By the way, in case you are wondering, studies do show that most married couples experience some declines in happiness over their years together. The bad news is that this is normal. The good news is that this is normal. Realistic expectations can do a lot to improve one’s life.

Not surprisingly, the headlines around the study that came out varied from things like “Want to Have a Happy Marriage, Don’t Have Kids” to “Study Shows Transition to Parenthood Puts Strain on Marriages.” I’ll give it to journalists that the first type of headline sounds cool and sells more hits on the web but the second headline is a lot more accurate and does not editorialize.

Back to that little baby. Babies do things like this and it’s most inconvenient. In fact, having children means an endless stream of challenges and surprises and projectile experiences. Many parents wonder if the plane will ever land. If you have children, and you are typical, you may have had some declines in marital happiness that were concentrated around the time of the birth of the first child. But is that all that happened to you?

Maybe there is something more going on. While I like research and data, and really like thinking about how things work, it’s important to realize that researchers are pretty much limited to analyzing things that they measure. As a field, I think social science has missed something when it comes to measuring things that are important about families. Marital happiness is, to be sure, important. It’s measured a lot and in many different ways. But I think there is something else that’s different from marital happiness that could be called family happiness. David Brooks, the New York Times editorialist, wrote about this a few years ago in an a piece featuring some comments about a Leo Tolstoy novella on family happiness.

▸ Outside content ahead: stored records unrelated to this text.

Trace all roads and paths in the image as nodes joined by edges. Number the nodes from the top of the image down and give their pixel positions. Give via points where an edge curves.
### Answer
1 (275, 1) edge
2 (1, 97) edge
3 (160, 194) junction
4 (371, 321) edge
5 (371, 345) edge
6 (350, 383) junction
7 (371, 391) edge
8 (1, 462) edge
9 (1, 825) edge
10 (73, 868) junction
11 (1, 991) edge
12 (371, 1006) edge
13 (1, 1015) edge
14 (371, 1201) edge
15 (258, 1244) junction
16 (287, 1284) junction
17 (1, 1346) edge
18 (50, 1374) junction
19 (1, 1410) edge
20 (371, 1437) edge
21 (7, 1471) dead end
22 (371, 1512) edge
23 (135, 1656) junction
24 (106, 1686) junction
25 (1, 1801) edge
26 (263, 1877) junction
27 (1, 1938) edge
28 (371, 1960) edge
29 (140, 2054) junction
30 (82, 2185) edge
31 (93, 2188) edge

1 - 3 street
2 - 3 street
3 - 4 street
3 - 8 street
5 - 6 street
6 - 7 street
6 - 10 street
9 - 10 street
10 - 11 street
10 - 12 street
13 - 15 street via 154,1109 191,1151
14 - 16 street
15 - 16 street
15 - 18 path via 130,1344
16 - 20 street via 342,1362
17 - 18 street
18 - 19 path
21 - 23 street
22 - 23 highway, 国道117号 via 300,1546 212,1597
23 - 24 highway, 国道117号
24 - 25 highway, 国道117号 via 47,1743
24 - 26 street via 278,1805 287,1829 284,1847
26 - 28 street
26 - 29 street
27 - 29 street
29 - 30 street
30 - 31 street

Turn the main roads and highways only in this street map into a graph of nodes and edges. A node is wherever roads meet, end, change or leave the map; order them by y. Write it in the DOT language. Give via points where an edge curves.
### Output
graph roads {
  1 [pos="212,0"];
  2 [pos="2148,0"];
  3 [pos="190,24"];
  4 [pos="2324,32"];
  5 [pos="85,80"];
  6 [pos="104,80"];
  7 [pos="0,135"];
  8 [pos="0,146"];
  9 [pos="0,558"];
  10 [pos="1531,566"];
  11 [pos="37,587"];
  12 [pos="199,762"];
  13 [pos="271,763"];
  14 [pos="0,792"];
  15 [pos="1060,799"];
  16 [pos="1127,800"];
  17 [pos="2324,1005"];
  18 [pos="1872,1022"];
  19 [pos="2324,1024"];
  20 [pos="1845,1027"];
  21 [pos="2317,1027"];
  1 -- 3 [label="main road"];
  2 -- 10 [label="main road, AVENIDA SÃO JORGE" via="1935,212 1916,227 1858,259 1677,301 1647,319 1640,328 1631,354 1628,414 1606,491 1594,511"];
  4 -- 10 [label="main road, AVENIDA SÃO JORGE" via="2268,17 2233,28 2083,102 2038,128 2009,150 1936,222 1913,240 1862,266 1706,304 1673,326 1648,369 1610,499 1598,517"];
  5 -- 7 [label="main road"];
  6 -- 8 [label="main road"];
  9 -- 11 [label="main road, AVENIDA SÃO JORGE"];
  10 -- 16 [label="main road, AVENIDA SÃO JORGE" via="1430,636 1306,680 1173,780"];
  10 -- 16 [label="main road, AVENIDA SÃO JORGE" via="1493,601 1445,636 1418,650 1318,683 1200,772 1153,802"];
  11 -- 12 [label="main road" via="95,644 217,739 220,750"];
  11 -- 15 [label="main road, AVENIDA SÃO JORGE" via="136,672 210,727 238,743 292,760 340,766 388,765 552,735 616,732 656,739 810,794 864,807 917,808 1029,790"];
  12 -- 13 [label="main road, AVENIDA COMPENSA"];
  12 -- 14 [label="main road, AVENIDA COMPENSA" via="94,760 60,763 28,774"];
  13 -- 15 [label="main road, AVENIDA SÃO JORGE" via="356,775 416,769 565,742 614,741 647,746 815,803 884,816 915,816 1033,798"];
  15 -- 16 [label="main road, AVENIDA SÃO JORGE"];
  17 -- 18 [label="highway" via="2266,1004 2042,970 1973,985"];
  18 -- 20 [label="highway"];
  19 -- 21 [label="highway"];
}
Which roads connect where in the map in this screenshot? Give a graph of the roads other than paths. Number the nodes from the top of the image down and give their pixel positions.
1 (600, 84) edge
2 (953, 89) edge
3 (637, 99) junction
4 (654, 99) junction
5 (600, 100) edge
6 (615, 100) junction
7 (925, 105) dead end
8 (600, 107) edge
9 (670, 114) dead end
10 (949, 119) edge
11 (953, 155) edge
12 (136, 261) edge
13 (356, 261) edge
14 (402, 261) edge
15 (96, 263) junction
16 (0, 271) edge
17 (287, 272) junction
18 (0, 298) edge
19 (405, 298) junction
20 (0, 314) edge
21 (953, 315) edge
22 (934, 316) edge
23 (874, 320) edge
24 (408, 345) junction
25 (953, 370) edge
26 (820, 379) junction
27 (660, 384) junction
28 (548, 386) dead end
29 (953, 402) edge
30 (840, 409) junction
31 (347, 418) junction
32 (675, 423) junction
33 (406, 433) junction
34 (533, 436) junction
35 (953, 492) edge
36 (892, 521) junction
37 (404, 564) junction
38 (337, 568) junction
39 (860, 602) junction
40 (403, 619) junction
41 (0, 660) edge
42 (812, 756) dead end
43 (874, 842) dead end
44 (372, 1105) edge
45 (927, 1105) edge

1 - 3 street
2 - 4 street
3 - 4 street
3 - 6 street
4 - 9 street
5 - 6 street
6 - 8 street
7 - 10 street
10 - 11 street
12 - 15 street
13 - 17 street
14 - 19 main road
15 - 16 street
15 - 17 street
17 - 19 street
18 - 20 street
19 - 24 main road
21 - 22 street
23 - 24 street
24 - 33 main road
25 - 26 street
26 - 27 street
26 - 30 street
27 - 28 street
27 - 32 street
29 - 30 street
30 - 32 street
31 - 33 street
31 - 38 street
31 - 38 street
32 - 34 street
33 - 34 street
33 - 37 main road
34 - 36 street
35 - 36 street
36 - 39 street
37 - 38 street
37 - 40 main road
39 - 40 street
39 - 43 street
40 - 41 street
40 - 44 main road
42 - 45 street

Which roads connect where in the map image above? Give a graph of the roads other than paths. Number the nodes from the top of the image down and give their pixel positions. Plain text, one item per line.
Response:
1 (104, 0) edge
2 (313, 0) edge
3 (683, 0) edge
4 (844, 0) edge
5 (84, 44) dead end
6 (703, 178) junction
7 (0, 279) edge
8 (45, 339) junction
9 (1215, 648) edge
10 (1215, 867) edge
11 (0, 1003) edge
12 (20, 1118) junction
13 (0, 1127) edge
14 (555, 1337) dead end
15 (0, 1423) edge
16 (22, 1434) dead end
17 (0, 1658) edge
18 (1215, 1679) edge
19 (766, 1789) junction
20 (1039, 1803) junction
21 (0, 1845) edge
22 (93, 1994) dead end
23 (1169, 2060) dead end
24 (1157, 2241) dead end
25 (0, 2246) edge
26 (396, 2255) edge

Here is one of the lines from his work, commenting on Tolstoy’s story.

“Tolstoy's story captures the difference between romantic happiness, which is filled with exhilaration and self-fulfillment, and family happiness, built on self-abnegation and sacrifice.” (Brooks, 3-1-2005)

Brooks nailed something that researchers have not really gone after. There is a different, maybe deeper, kind of happiness that some people experience in life; deeper than romantic or marital happiness. Certainly different. It’s something like a contentment that a couple can experience (but might not experience) from building a family together. I know marriage does not work out well for many couples and I also know that marriage or a life together does not even happen now for many people who have a child together. So, not everyone gets in this line or experiences what I’m trying to describe. Yet, I know a lot of couples can relate to this: there can be some loss in one type of happiness that is readily replaced by another.

One can argue that a couple can and should be able to have it all, and should give up nothing in life for any reason. That does not seem too realistic to me. I do not know any of the people on the plane flight prior to mine. However, I like to imagine that both parents were on that flight with their little bundle of expressive joy. Once they complete their treatment for PTSD, I suspect that they will not ever recall that flight as one of the romantic highlights of their life together. On the other hand, even many years from now, I bet you they will smile and feel some weird kind of joy as they remember getting through it.